Parallelism on the Desktop
January/February 2011 (Vol. 28, No. 1) pp. 14-16
0740-7459/11/$31.00 © 2011 IEEE

Published by the IEEE Computer Society
Parallelism on the Desktop
Victor Pankratius , Karlsruhe Institute of Technology

Wolfram Schulte , Microsoft

Kurt Keutzer , University of California, Berkeley
The computer industry is experiencing a major shift: improved single-processor performance via higher clock rates has reached its technical limits due to overheating. Fortunately, Moore's law still holds, so chip makers use transistors to boost performance through parallelism. Modern chips consist of multiple microprocessors (also called cores), buses, and cache memory on the same chip. As of this writing, desktop processors already have up to six cores, but this number will likely increase.
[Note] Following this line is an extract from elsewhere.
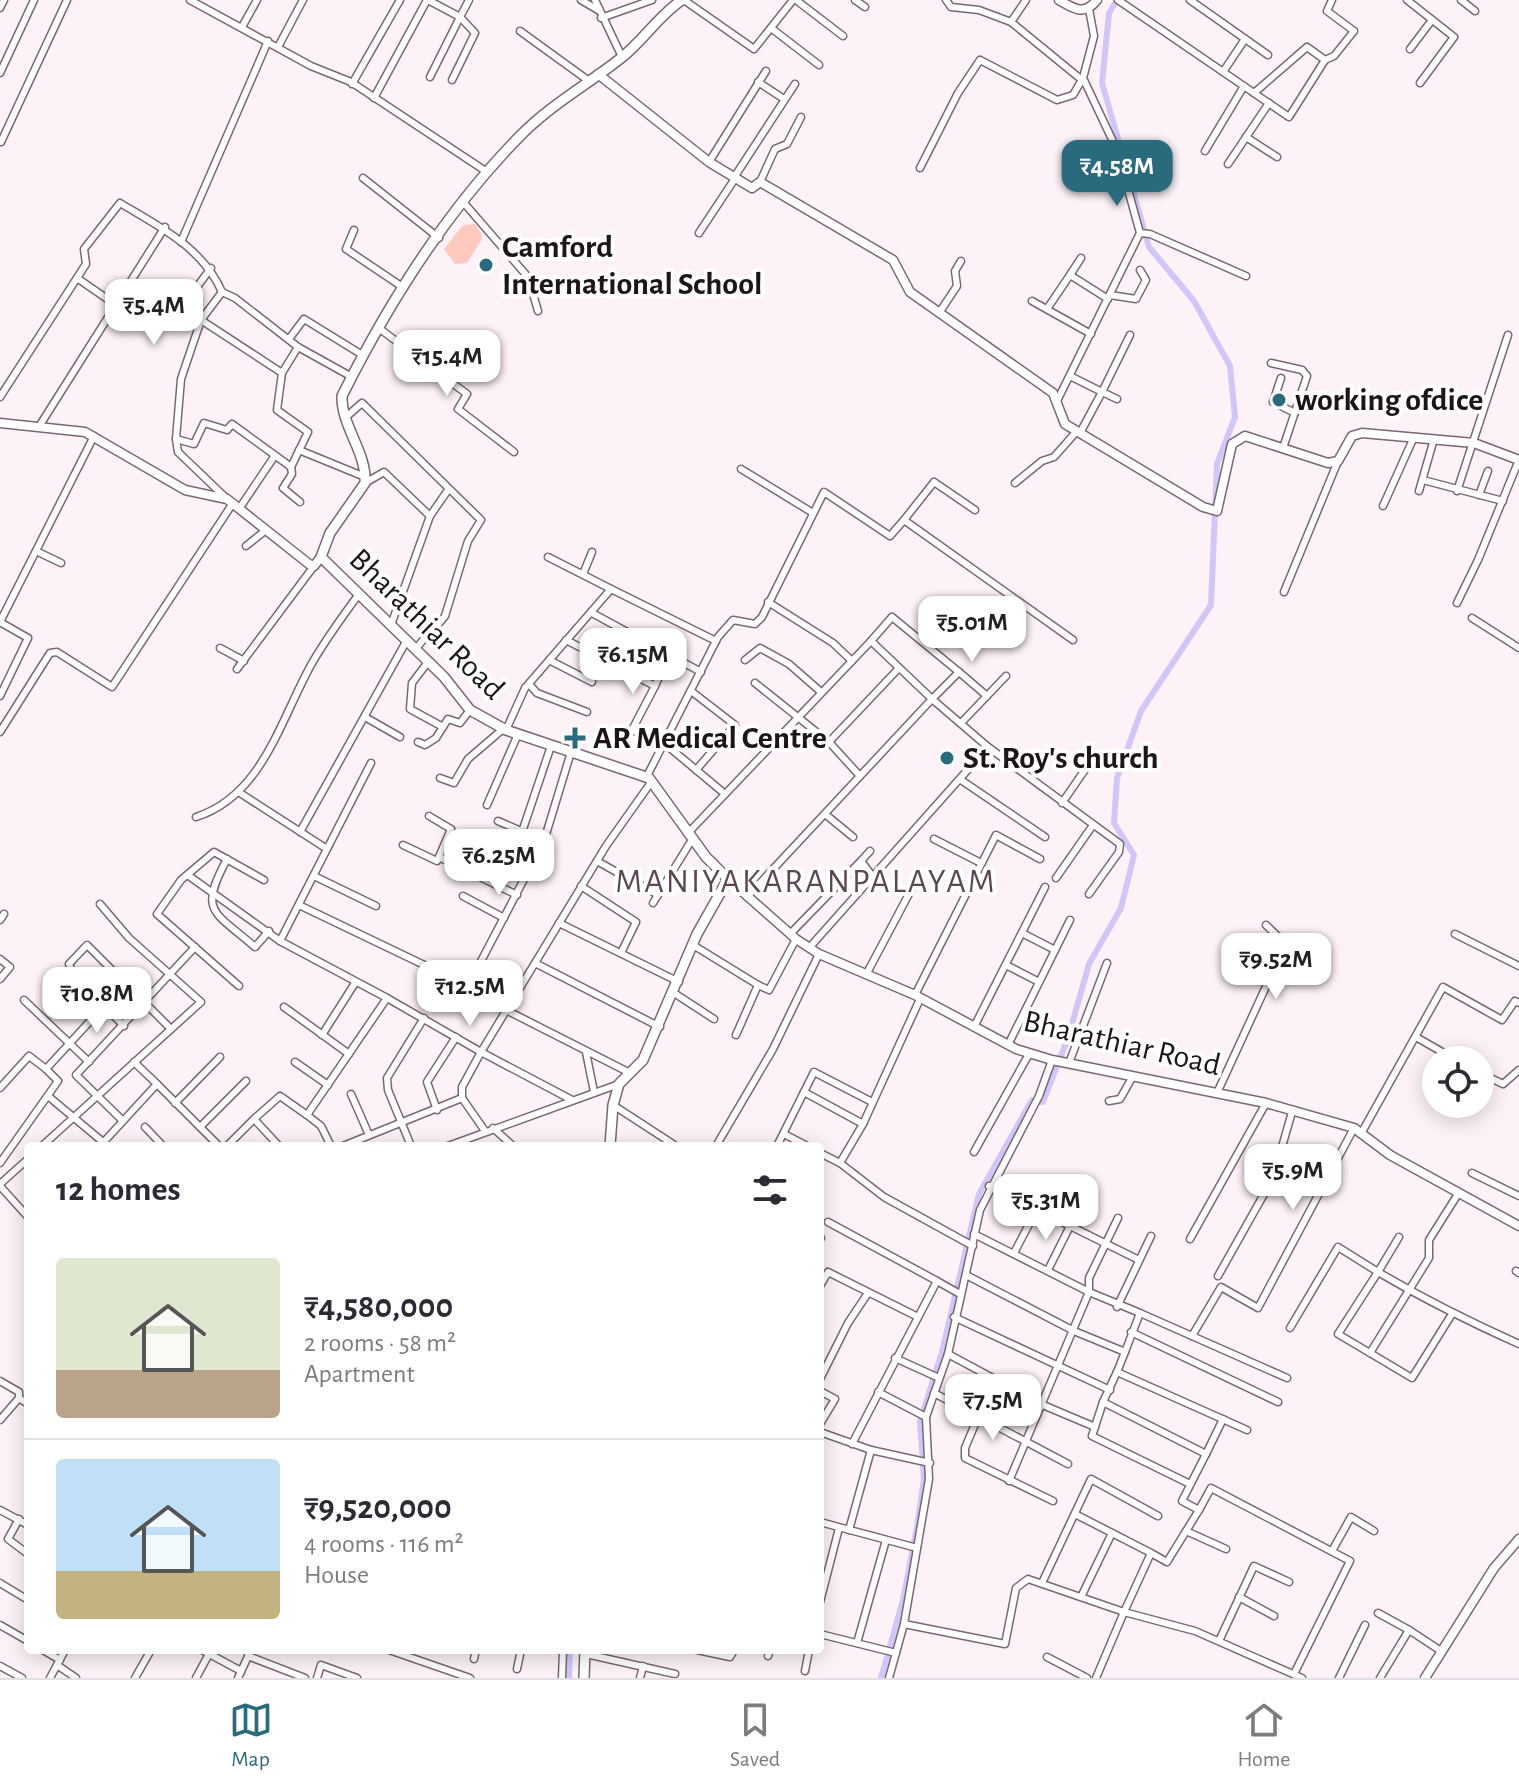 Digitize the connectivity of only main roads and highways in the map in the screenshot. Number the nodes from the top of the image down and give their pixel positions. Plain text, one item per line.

Server processors such as Intel's Single Chip Cloud Computer demonstrate that it's possible to integrate 48 general-purpose processors on just 567 mm 2. The record, however, is held by manycore graphics cards with processors that have hundreds of specialized cores, simultaneously executing tens of thousands of hardware threads. In fact, multicore general-purpose processors and manycore graphic processors are the de facto standard for every modern desktop or laptop computer.
Exploiting the full hardware potential of these processors requires parallel programming. Thus, a large number of developers need to parallelize desktop applications, including browsers, business applications, media processing, and other domain-specific applications. This is likely to result in the largest rewrite of software in the history of the desktop. To be successful, systematic engineering principles must be applied to parallelize these applications and environments. In light of these developments, we're pleased to present this special issue on programming methods, tools, and libraries for parallelizing desktop applications.
The Rise of Multicore and Manycore Processors
Let's revisit history for a moment to understand why multicore and manycore processors are here to stay and why software must catch up. Between 1986 and 2004, microprocessor manufacturers used transistors to develop more complex pipelines that increased clock rates even faster than semiconductor scaling alone would allow. The increase in silicon real estate also allowed for more sophisticated processor architectures with speculative execution. All of these factors allowed the desktop programmer to simply write sequential code that principally executed in a single thread of control and still see dramatic performance improvements. But after nearly 20 years, this run of good luck came to an abrupt halt as high clock frequencies pushed power dissipation beyond the limits of economical integrated circuit packages.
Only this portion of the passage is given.